■ **EXERCISE AIM**: Among the records below, find each line bearing the word "that" and copy it.

+++

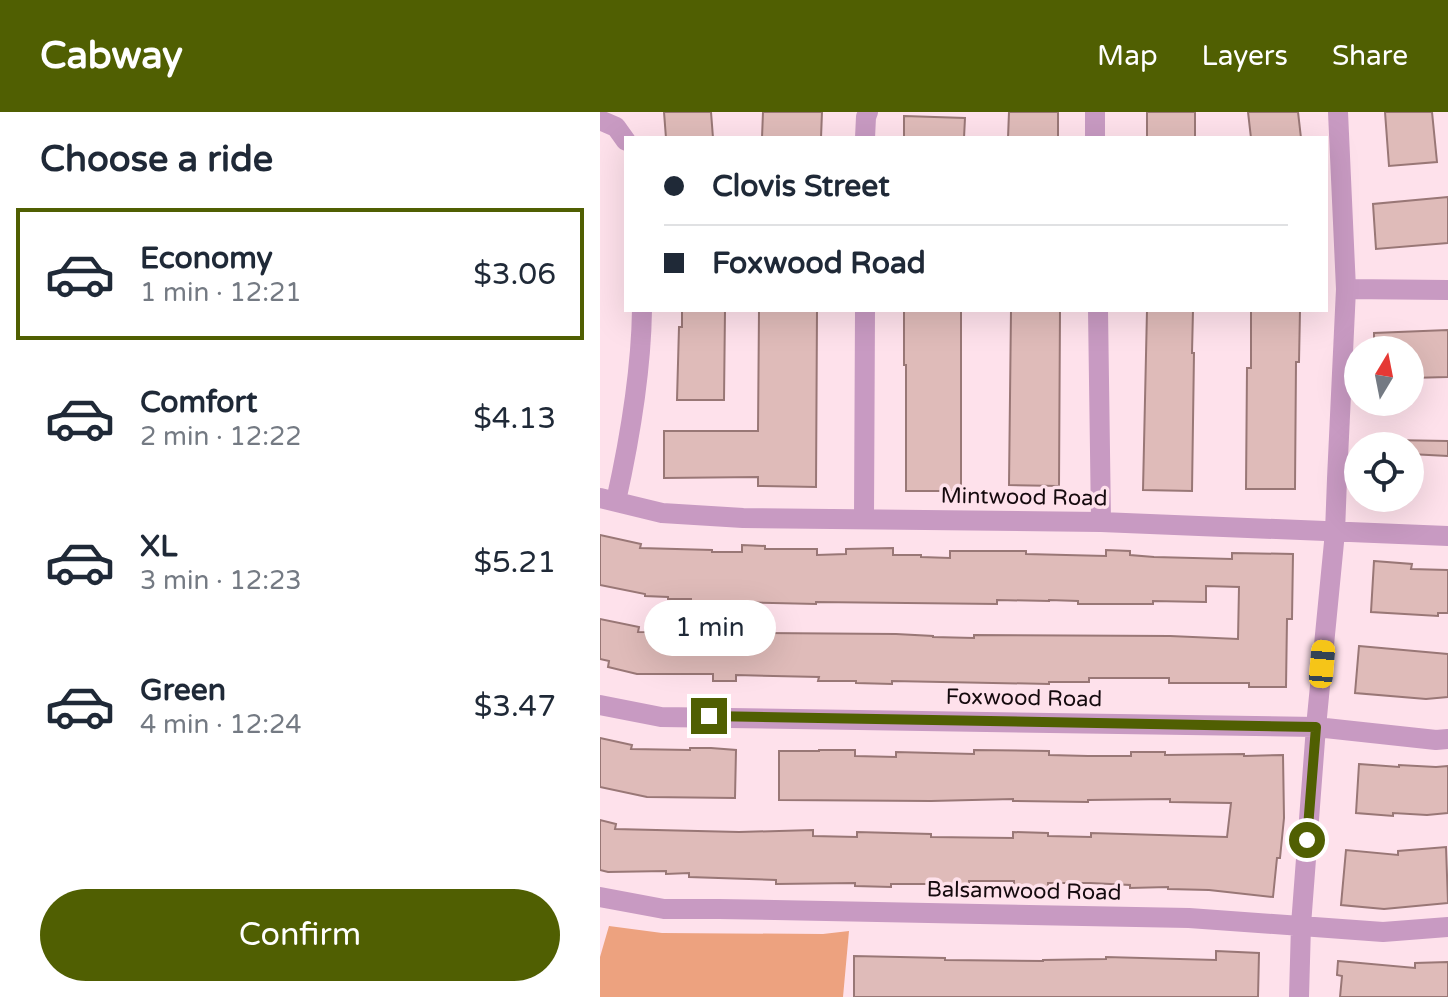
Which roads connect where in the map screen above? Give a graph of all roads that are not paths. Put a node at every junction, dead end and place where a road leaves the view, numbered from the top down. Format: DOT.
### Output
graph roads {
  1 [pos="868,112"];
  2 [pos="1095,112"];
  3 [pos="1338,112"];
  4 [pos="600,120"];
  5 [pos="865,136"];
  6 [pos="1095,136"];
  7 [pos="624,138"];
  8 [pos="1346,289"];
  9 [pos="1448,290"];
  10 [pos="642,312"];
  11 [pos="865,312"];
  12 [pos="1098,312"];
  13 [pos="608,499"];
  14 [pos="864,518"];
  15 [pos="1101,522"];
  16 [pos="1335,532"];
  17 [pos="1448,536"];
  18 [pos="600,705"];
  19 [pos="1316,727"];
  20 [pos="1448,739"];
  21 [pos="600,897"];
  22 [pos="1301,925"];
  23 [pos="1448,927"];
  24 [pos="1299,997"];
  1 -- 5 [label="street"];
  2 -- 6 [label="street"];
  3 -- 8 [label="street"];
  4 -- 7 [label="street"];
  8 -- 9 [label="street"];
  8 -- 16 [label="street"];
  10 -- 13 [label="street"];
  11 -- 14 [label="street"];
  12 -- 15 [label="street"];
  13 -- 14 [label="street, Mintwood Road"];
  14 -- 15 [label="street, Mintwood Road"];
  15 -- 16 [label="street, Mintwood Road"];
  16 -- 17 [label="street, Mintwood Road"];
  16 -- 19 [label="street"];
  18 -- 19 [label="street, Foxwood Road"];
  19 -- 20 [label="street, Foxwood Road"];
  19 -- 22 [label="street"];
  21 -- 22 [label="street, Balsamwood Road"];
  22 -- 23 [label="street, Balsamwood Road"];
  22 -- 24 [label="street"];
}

+++

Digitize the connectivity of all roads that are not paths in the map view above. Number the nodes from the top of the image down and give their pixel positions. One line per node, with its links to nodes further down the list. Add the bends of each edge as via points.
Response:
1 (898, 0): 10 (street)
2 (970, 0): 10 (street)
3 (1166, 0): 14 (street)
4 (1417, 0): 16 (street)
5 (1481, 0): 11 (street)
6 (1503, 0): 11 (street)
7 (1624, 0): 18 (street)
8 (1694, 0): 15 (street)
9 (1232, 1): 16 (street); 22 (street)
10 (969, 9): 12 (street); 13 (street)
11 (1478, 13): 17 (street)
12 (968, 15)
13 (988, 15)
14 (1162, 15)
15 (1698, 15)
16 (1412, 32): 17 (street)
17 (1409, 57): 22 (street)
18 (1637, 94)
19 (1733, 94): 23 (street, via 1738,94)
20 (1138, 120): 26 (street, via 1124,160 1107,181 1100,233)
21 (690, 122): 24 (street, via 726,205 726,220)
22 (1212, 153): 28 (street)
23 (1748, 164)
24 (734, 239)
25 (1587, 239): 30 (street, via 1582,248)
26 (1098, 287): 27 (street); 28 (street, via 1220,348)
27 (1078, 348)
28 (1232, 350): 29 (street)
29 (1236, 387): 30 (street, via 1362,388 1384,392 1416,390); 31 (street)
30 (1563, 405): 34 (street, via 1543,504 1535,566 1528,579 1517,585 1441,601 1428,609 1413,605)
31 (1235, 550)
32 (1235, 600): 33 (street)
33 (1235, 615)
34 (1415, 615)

+++

■ **RESULT OF THE TASK**:
Which roads connect where in the map screen above? Give a graph of all roads that are not paths. Put a node at every junction, dead end and place where a road leaves the view, numbered from the top down. Format: DOT.
Digitize the connectivity of all roads that are not paths in the map view above. Number the nodes from the top of the image down and give their pixel positions. One line per node, with its links to nodes further down the list. Add the bends of each edge as via points.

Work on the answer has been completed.